Про Пастернака он пишет так:

«...он мог считаться самим богом поэзии, сошедшим в Мыльников переулок в обличии мулата с конскими глазами и наигранно простодушными повадками Моцарта, якобы сам того не знающим, что он бог».

Мандельштам изображен в виде скульптуры:

«Его маленькая верблюжья головка была высокомерно вскинута, глаза под выпуклыми веками полузажмурены в сладкой муке рождающегося на бритых губах слова‑психеи».

О своей последней встрече с Есениным:

«Он читал со слезами на своих слегка уже полинявших глазах».

* * *

Эти блестки рассыпаны по всему тексту «Алмазного венца» и двух других повестей, составляющих объемный том последних произведений писателя.

Между тем в споре с Бабелем, который говорил, что в поисках нужного прилагательного он порой ночей не спит, единого слова ради перелопачивая тонны словесной руды, Катаев как бы отвергает весь этот каторжный процесс литературного труда и провозглашает себя родоначальником нового стиля в художественной прозе – «мовизма», от французского «мовэ» – плохо. Катаев дает обоснование своей теории «мовизма» и заявляет по этому поводу:

«Некогда я и сам страдал этой детской болезнью флоберизма – страхом повторить на одной странице два раза одно и то же слово, ужасом перед недостаточно искусно поставленным прилагательным, или даже знаком препинания, нарушением хронологического течения повествования, – словом перед всем тем, что считалось, да и до сих пор считается мастерством, большим стилем. А по‑моему, только добросовестным ремесленничеством, что, конечно, не является недостатком, но уж во всяком случае и не признаком большого стиля.

«...»

... Теперь же я, слава богу, освободился от этих предрассудков... А что может быть прекраснее художественной свободы?»

* * *

Как жаль, что в свое время, когда у меня была такая возможность, я не расспросила Валентина Петровича об этом самом «мовизме». Можно было примкнуть к нему на прогулке по переделкинскому кругу, и если у него было настроение отвлечься от собственных мыслей, поделиться с ним своими сомнениями. Казалось бы, его проза убеждает читателя в обратном – в неустанной работе автора над словом, как примирить это с провозглашенным Катаевым стилем «мовизма»?!..

Возможно ли быть последователем блестящей плеяды его кумиров, наставников, а в иных случаях и друзей – этого алмазного венца писателя, – которые появляются на страницах его повестей, таких как Бунин, Блок, Маяковский, Есенин, Мандельштам, Булгаков, Бабель, Олеша, лишь во всеоружии «мовизма»? Конечно же, в этом заявлении писателя есть большая доля иронии, но все же интересно, что ответил бы мне на это Катаев?

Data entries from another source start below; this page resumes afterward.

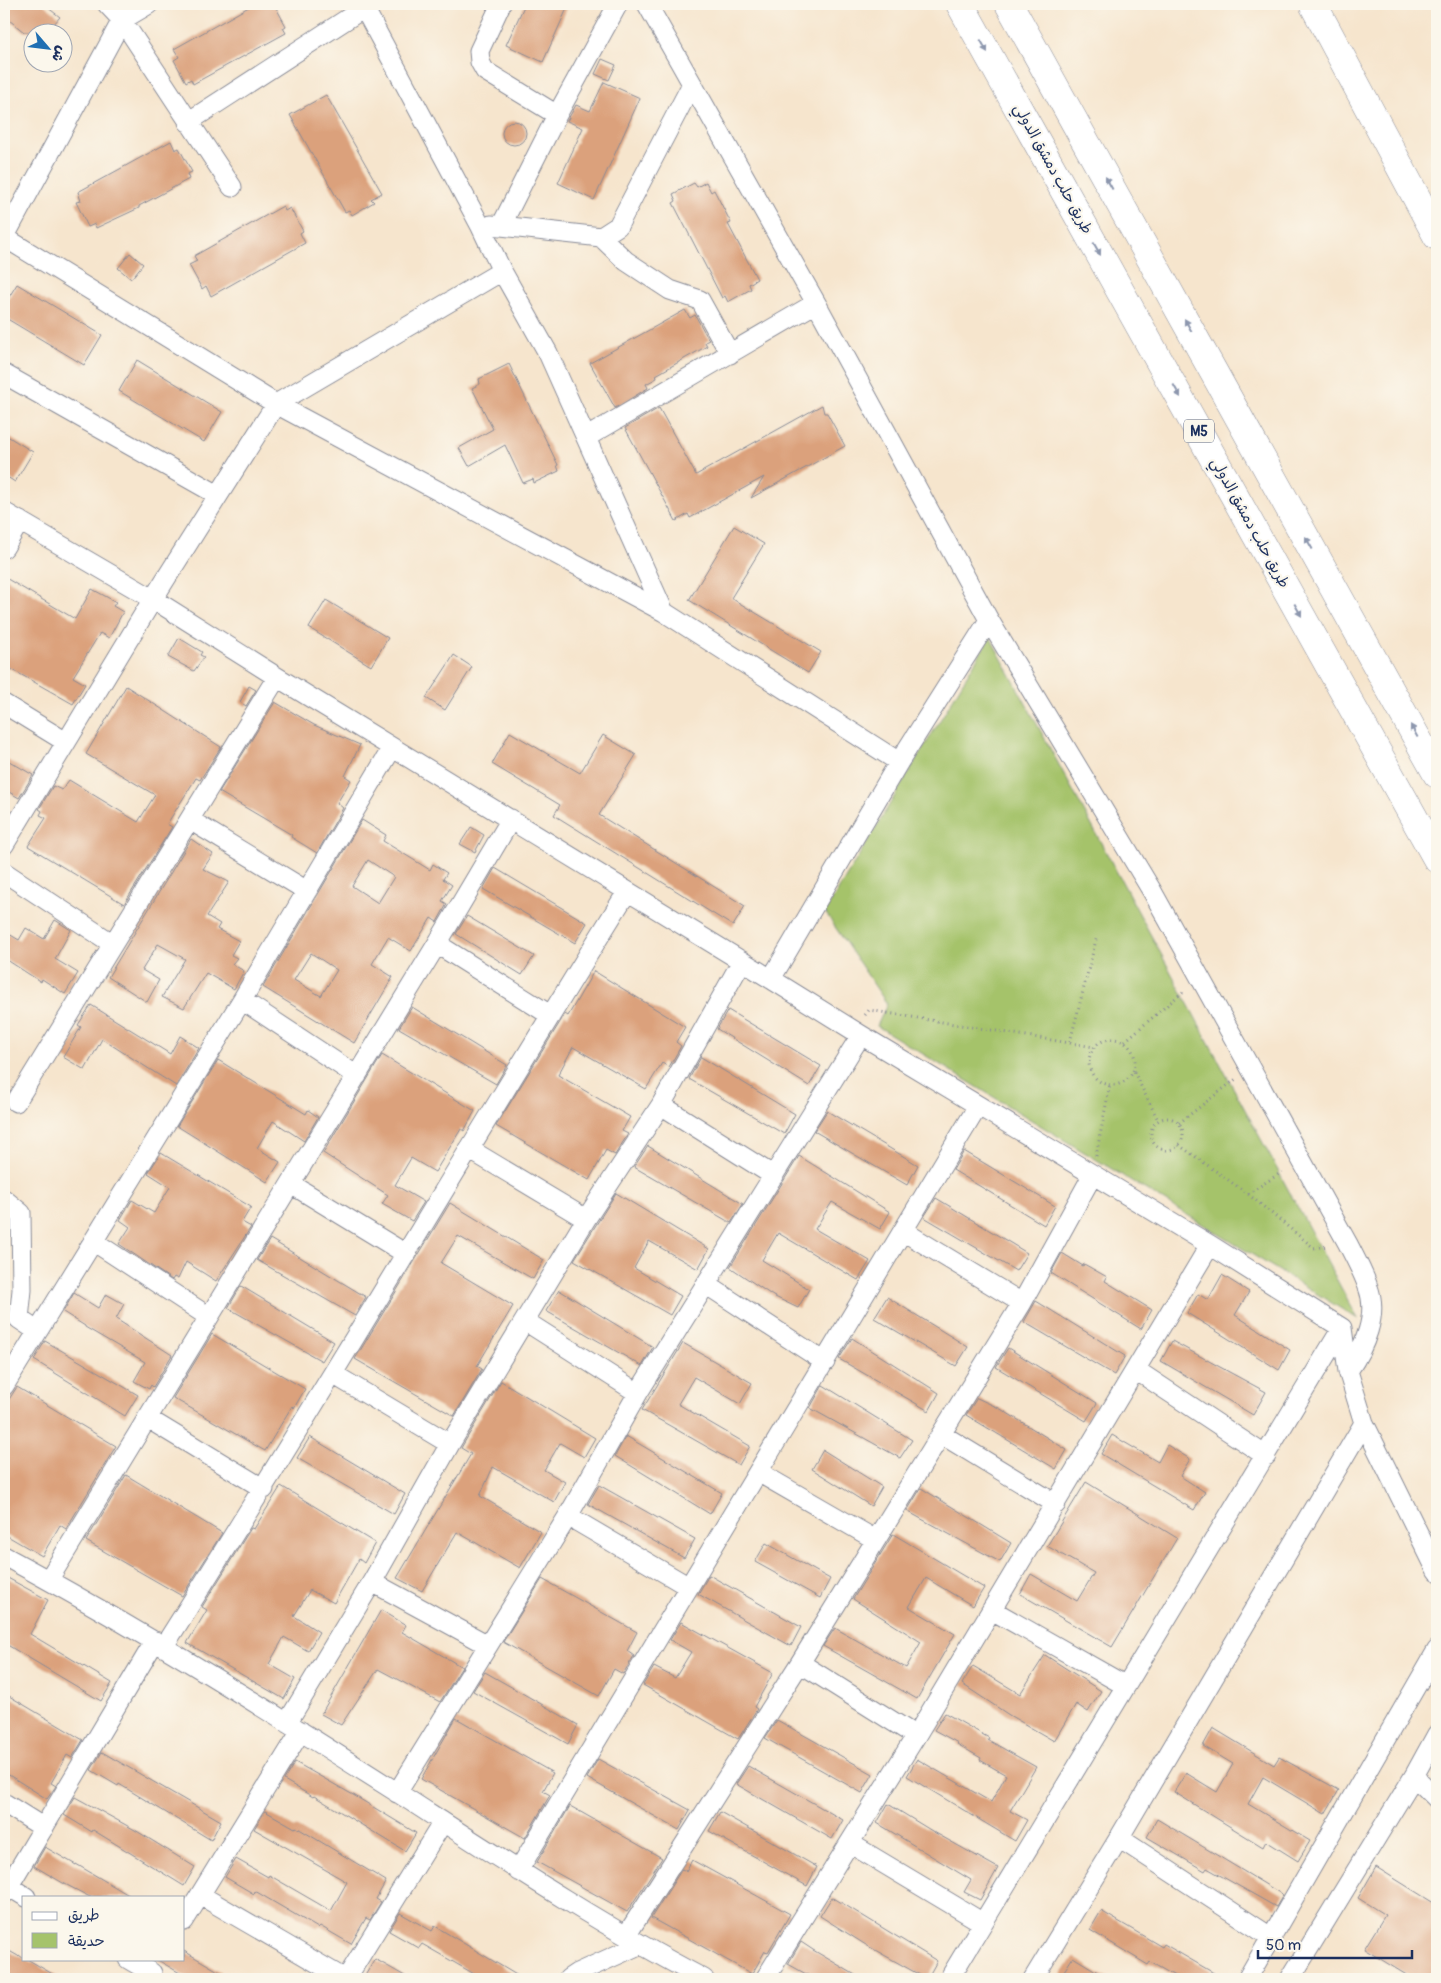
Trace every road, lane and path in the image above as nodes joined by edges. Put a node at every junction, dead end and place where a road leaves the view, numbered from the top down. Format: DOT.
graph roads {
  1 [pos="107,4"];
  2 [pos="149,4"];
  3 [pos="501,4"];
  4 [pos="618,4"];
  5 [pos="648,4"];
  6 [pos="960,4"];
  7 [pos="1009,4"];
  8 [pos="1313,4"];
  9 [pos="364,5"];
  10 [pos="122,20"];
  11 [pos="692,84"];
  12 [pos="557,115"];
  13 [pos="188,122"];
  14 [pos="232,187"];
  15 [pos="480,224"];
  16 [pos="501,226"];
  17 [pos="1437,236"];
  18 [pos="4,237"];
  19 [pos="601,237"];
  20 [pos="502,272"];
  21 [pos="816,303"];
  22 [pos="730,354"];
  23 [pos="4,374"];
  24 [pos="276,404"];
  25 [pos="587,438"];
  26 [pos="218,495"];
  27 [pos="12,517"];
  28 [pos="4,548"];
  29 [pos="153,599"];
  30 [pos="664,612"];
  31 [pos="989,620"];
  32 [pos="277,677"];
  33 [pos="4,704"];
  34 [pos="66,742"];
  35 [pos="392,748"];
  36 [pos="899,762"];
  37 [pos="1437,774"];
  38 [pos="190,820"];
  39 [pos="511,820"];
  40 [pos="4,845"];
  41 [pos="1437,859"];
  42 [pos="4,872"];
  43 [pos="307,891"];
  44 [pos="627,892"];
  45 [pos="1097,936"];
  46 [pos="114,944"];
  47 [pos="437,944"];
  48 [pos="742,961"];
  49 [pos="771,978"];
  50 [pos="1200,978"];
  51 [pos="242,1000"];
  52 [pos="550,1014"];
  53 [pos="857,1033"];
  54 [pos="1070,1042"];
  55 [pos="1125,1042"];
  56 [pos="1094,1047"];
  57 [pos="1252,1067"];
  58 [pos="1134,1072"];
  59 [pos="356,1076"];
  60 [pos="1110,1085"];
  61 [pos="16,1102"];
  62 [pos="662,1105"];
  63 [pos="978,1106"];
  64 [pos="1158,1120"];
  65 [pos="1179,1123"];
  66 [pos="1179,1145"];
  67 [pos="469,1149"];
  68 [pos="1301,1159"];
  69 [pos="774,1176"];
  70 [pos="1092,1176"];
  71 [pos="291,1184"];
  72 [pos="1248,1194"];
  73 [pos="4,1199"];
  74 [pos="586,1220"];
  75 [pos="904,1231"];
  76 [pos="93,1242"];
  77 [pos="1348,1244"];
  78 [pos="1210,1245"];
  79 [pos="406,1254"];
  80 [pos="707,1285"];
  81 [pos="1022,1304"];
  82 [pos="209,1317"];
  83 [pos="525,1321"];
  84 [pos="1342,1328"];
  85 [pos="37,1331"];
  86 [pos="824,1362"];
  87 [pos="1136,1370"];
  88 [pos="1348,1371"];
  89 [pos="333,1374"];
  90 [pos="4,1386"];
  91 [pos="638,1394"];
  92 [pos="147,1418"];
  93 [pos="1364,1423"];
  94 [pos="941,1434"];
  95 [pos="450,1444"];
  96 [pos="1266,1456"];
  97 [pos="758,1472"];
  98 [pos="264,1489"];
  99 [pos="1056,1504"];
  100 [pos="568,1516"];
  101 [pos="876,1540"];
  102 [pos="5,1558"];
  103 [pos="1437,1571"];
  104 [pos="49,1580"];
  105 [pos="372,1582"];
  106 [pos="689,1587"];
  107 [pos="992,1610"];
  108 [pos="160,1644"];
  109 [pos="488,1645"];
  110 [pos="1437,1650"];
  111 [pos="800,1663"];
  112 [pos="1126,1686"];
  113 [pos="294,1727"];
  114 [pos="1437,1734"];
  115 [pos="916,1736"];
  116 [pos="1414,1776"];
  117 [pos="397,1793"];
  118 [pos="1437,1800"];
  119 [pos="4,1803"];
  120 [pos="443,1822"];
  121 [pos="44,1828"];
  122 [pos="1119,1838"];
  123 [pos="851,1844"];
  124 [pos="518,1871"];
  125 [pos="6,1890"];
  126 [pos="200,1895"];
  127 [pos="23,1896"];
  128 [pos="185,1919"];
  129 [pos="983,1923"];
  130 [pos="1272,1938"];
  131 [pos="632,1940"];
  132 [pos="130,1960"];
  133 [pos="153,1971"];
  134 [pos="346,1979"];
  135 [pos="568,1979"];
  136 [pos="704,1979"];
  137 [pos="765,1979"];
  138 [pos="949,1979"];
  139 [pos="1033,1979"];
  140 [pos="1247,1979"];
  141 [pos="1290,1979"];
  1 -- 10 [label="street"];
  2 -- 10 [label="street"];
  3 -- 12 [label="street"];
  4 -- 12 [label="street"];
  5 -- 11 [label="street"];
  6 -- 41 [label="main road, طريق حلب دمشق الدولي / M5, one-way"];
  37 -- 7 [label="main road, one-way"];
  8 -- 17 [label="main road"];
  9 -- 13 [label="street"];
  9 -- 15 [label="street"];
  10 -- 13 [label="street"];
  10 -- 18 [label="street"];
  11 -- 19 [label="street"];
  11 -- 21 [label="street"];
  12 -- 16 [label="street"];
  13 -- 14 [label="street"];
  15 -- 16 [label="street"];
  15 -- 20 [label="street"];
  16 -- 19 [label="street"];
  18 -- 24 [label="street"];
  19 -- 22 [label="street"];
  20 -- 24 [label="street"];
  20 -- 25 [label="street"];
  21 -- 22 [label="street"];
  21 -- 31 [label="street"];
  22 -- 25 [label="street"];
  23 -- 26 [label="street"];
  24 -- 26 [label="street"];
  24 -- 30 [label="street"];
  25 -- 30 [label="street"];
  26 -- 29 [label="street"];
  27 -- 28 [label="street"];
  27 -- 29 [label="street"];
  29 -- 32 [label="street"];
  29 -- 34 [label="street"];
  30 -- 36 [label="street"];
  31 -- 36 [label="street"];
  31 -- 50 [label="street"];
  32 -- 35 [label="street"];
  32 -- 38 [label="street"];
  33 -- 34 [label="street"];
  34 -- 40 [label="street"];
  35 -- 39 [label="street"];
  35 -- 43 [label="street"];
  36 -- 49 [label="street"];
  38 -- 43 [label="street"];
  38 -- 46 [label="street"];
  39 -- 44 [label="street"];
  39 -- 47 [label="street"];
  42 -- 46 [label="street"];
  43 -- 51 [label="street"];
  44 -- 48 [label="street"];
  44 -- 52 [label="street"];
  45 -- 54 [label="path"];
  46 -- 61 [label="street"];
  47 -- 52 [label="street"];
  47 -- 59 [label="street"];
  48 -- 49 [label="street"];
  48 -- 62 [label="street"];
  49 -- 53 [label="street"];
  50 -- 55 [label="path"];
  50 -- 57 [label="street"];
  51 -- 59 [label="street"];
  51 -- 76 [label="street"];
  52 -- 67 [label="street"];
  53 -- 54 [label="path"];
  53 -- 63 [label="street"];
  53 -- 69 [label="street"];
  54 -- 56 [label="path"];
  55 -- 56 [label="path"];
  55 -- 58 [label="path"];
  56 -- 60 [label="path"];
  57 -- 65 [label="path"];
  57 -- 68 [label="street"];
  58 -- 60 [label="path"];
  58 -- 64 [label="path"];
  59 -- 71 [label="street"];
  60 -- 70 [label="path"];
  62 -- 69 [label="street"];
  62 -- 74 [label="street"];
  63 -- 70 [label="street"];
  63 -- 75 [label="street"];
  64 -- 65 [label="path"];
  64 -- 66 [label="path"];
  65 -- 66 [label="path"];
  66 -- 72 [label="path"];
  67 -- 74 [label="street"];
  67 -- 79 [label="street"];
  68 -- 72 [label="path"];
  68 -- 77 [label="street"];
  69 -- 80 [label="street"];
  70 -- 78 [label="street"];
  70 -- 81 [label="street"];
  71 -- 79 [label="street"];
  71 -- 82 [label="street"];
  72 -- 77 [label="path"];
  73 -- 85 [label="street"];
  74 -- 83 [label="street"];
  75 -- 81 [label="street"];
  75 -- 86 [label="street"];
  76 -- 82 [label="street"];
  76 -- 85 [label="street"];
  77 -- 88 [label="street"];
  78 -- 84 [label="street"];
  78 -- 87 [label="street"];
  79 -- 89 [label="street"];
  80 -- 86 [label="street"];
  80 -- 91 [label="street"];
  81 -- 94 [label="street"];
  82 -- 92 [label="street"];
  83 -- 91 [label="street"];
  83 -- 95 [label="street"];
  84 -- 88 [label="street"];
  84 -- 96 [label="street"];
  85 -- 90 [label="street"];
  86 -- 97 [label="street"];
  87 -- 96 [label="street"];
  87 -- 99 [label="street"];
  88 -- 93 [label="street"];
  89 -- 95 [label="street"];
  89 -- 98 [label="street"];
  91 -- 100 [label="street"];
  92 -- 98 [label="street"];
  92 -- 104 [label="street"];
  93 -- 103 [label="street"];
  93 -- 122 [label="street"];
  94 -- 99 [label="street"];
  94 -- 101 [label="street"];
  95 -- 105 [label="street"];
  96 -- 112 [label="street"];
  97 -- 101 [label="street"];
  97 -- 106 [label="street"];
  98 -- 108 [label="street"];
  99 -- 107 [label="street"];
  100 -- 106 [label="street"];
  100 -- 109 [label="street"];
  101 -- 111 [label="street"];
  102 -- 104 [label="street"];
  104 -- 108 [label="street"];
  105 -- 109 [label="street"];
  105 -- 113 [label="street"];
  106 -- 124 [label="street"];
  107 -- 112 [label="street"];
  107 -- 115 [label="street"];
  108 -- 113 [label="street"];
  108 -- 121 [label="street"];
  109 -- 117 [label="street"];
  110 -- 130 [label="street"];
  111 -- 115 [label="street"];
  111 -- 131 [label="street"];
  112 -- 129 [label="street"];
  113 -- 117 [label="street"];
  113 -- 126 [label="street"];
  114 -- 116 [label="street"];
  115 -- 123 [label="street"];
  116 -- 118 [label="street"];
  116 -- 141 [label="street"];
  117 -- 120 [label="street"];
  119 -- 121 [label="street"];
  120 -- 124 [label="street"];
  120 -- 134 [label="street"];
  121 -- 125 [label="street"];
  122 -- 130 [label="street"];
  122 -- 139 [label="street"];
  123 -- 129 [label="street"];
  123 -- 137 [label="street"];
  124 -- 131 [label="street"];
  125 -- 127 [label="street"];
  126 -- 128 [label="street"];
  126 -- 134 [label="street"];
  129 -- 138 [label="street"];
  130 -- 140 [label="street"];
  131 -- 135 [label="street"];
  131 -- 136 [label="street"];
  132 -- 133 [label="street"];
}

В поисках разъяснения своих сомнений я вновь перечитала повесть его сына Павла Катаева «Доктор велел мадеру пить», посвященную его отцу, Катаеву‑старшему, но картина все равно не прояснилась.

* * *

Может быть, символическое название романа «Время, вперед!» (1932 г.), подаренное «Катаичу», как он его любовно называл, Маяковским, лучше всего выражает самую суть творческой биографии Катаева – быть и оставаться современным писателем сейчас и в дальнейшем?!

* * *

И вот еще несколько слов о моих упущенных возможностях. Конечно у меня, как начинающего журналиста, было большое искушение дать почитать свои первые опусы на суд Катаева – в те годы главного редактора «Юности». К великому счастью, я этого не сделала, опубликовав их в других журналах. Вскоре я совсем отошла от журналистики и занялась переводом югославской, как это тогда называлось, литературы. Однажды, гуляя по переделкинскому кругу «полуклассиков» с Валентином Петровичем и Павлом, я стала рассказывать им про свою работу над романом Иво Андрича «Мост на Дрине», который тогда переводила. В 1961 году Иво Андрич получил за него Нобелевскую премию.

Валентин Петрович проявил к моему рассказу живейший интерес и сказал, что непременно прочтет роман, как только он выйдет из печати. Однако с изданием романа, хотя мой перевод и был готов, произошла непредвиденная задержка. Все дело в том, что Иво Андрич в самой резкой форме выступил против удушения Пражской весны, его протест был опубликован всеми западными СМИ, и Иво Андрич попал у нас в стране в черный список запрещенных авторов. Роман «Мост на Дрине» был опубликован в издательстве «Художественная литература» в серии «Библиотека Всемирной литературы» лишь в 1974 году, и подарить книгу Валентину Петровичу мне так и не пришлось.